Two years ago, I showed a young black pine at Bay Island Bonsai’s 13th annual exhibit.
Shohin black pine – January 2012
The tree has continued to develop, so I thought I’d show it again at BIB’s 15th annual exhibit. Here’s what the tree looked like last week.
I brought the tree to a BIB workshop to see if it had a chance of cleaning up enough to be shown. As most of the branches had been wired in spring (see “Decandling a shohin black pine”) the main task was bending the branches into place. Here’s what the tree looked like after setting the first branch.
After setting the first branch
Altogether I might have added half a dozen wires and plucked a small number of downward facing needles. I’ll trim the longer needles – those from shoots that weren’t decandled in spring – just before the show. Here’s the tree after wiring.
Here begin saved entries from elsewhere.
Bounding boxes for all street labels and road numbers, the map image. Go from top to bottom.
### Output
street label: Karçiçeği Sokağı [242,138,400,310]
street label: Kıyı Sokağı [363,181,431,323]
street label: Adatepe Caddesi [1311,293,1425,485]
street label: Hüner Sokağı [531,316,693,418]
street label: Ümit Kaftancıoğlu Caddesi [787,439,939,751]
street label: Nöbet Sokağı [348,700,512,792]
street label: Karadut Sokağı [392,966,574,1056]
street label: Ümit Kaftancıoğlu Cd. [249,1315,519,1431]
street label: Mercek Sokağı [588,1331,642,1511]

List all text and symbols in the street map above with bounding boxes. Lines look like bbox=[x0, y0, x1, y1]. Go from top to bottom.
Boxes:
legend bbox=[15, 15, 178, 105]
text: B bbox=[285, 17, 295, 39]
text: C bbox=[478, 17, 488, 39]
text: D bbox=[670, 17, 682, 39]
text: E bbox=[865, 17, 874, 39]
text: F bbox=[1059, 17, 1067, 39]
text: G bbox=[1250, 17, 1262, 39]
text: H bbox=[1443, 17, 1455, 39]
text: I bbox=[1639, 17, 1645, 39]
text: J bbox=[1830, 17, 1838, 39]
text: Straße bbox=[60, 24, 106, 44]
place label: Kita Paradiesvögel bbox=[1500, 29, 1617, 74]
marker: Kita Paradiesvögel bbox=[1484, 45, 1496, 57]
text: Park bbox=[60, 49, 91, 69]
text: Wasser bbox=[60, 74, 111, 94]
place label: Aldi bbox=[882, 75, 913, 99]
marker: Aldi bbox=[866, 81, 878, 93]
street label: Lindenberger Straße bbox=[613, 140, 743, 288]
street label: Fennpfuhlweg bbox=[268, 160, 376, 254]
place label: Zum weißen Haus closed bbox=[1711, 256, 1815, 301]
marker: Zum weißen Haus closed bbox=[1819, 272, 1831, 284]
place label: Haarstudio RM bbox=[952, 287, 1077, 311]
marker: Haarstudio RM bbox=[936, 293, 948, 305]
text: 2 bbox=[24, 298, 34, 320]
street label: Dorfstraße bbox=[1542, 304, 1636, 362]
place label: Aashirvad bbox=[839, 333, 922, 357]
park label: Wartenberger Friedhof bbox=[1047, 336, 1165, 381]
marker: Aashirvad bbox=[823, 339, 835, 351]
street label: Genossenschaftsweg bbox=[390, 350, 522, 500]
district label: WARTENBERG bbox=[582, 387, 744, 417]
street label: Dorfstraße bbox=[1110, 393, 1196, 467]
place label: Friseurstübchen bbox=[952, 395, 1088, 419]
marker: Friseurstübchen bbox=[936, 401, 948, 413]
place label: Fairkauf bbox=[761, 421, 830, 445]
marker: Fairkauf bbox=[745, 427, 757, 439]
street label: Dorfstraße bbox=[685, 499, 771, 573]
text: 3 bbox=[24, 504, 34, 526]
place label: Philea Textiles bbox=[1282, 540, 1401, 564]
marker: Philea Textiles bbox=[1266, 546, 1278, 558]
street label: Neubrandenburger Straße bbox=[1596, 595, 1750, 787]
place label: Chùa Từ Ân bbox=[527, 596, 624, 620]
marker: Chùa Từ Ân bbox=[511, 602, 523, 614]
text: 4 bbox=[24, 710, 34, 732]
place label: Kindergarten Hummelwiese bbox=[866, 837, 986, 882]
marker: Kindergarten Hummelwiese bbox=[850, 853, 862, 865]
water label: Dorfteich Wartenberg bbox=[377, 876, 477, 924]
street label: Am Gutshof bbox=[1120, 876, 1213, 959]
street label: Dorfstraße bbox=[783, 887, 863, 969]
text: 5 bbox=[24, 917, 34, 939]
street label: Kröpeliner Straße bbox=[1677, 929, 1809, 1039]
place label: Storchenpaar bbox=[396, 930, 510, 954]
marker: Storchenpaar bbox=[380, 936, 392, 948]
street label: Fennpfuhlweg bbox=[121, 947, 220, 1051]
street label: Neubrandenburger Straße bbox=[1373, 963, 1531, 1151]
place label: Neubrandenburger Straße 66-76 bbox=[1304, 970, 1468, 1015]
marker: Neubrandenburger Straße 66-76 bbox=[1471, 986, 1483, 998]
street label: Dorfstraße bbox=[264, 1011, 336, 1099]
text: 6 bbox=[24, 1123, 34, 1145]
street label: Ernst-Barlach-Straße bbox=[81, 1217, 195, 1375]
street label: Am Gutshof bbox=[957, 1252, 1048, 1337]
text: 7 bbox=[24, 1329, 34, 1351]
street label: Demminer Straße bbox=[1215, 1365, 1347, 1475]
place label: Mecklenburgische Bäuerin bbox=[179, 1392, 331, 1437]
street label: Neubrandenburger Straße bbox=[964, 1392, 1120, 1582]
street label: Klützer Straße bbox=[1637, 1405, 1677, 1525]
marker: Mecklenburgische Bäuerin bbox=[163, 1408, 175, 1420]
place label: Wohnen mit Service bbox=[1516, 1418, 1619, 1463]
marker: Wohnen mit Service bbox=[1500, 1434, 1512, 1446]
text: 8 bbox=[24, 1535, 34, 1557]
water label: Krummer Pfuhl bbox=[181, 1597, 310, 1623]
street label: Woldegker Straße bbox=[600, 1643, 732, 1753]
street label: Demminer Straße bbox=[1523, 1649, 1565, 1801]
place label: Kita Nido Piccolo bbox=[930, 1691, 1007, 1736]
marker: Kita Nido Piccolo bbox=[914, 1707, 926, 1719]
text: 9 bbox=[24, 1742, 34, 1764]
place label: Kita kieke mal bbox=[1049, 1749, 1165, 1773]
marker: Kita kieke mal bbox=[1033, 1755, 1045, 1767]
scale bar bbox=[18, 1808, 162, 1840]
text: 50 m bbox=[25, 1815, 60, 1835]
After wiring – 6.5″ (Pot #1)
I’m sure you can guess what comes next – pot selection. Here are the candidates, starting with the pot it was shown in two years ago.
Picked your favorite? Here’s mine.
After repotting – Pot #5
Some of the pots were too big (4 and 8) and some too small for the roots (3 and 6). Of those that fit well, I opted for #5, a shinto – Chinese – pot that’s maybe 30-40 years old. With some last minute clean-up, moss to cover the soil and some walnut oil for the pot, I’ll be all ready to go.
For anyone who hasn’t heard, Bay Island Bonsai’s 15th Annual Exhibit featuring trees that were born in the USA is coming up on January 18-19 in Oakland, CA. See Bay Island Bonsai for details.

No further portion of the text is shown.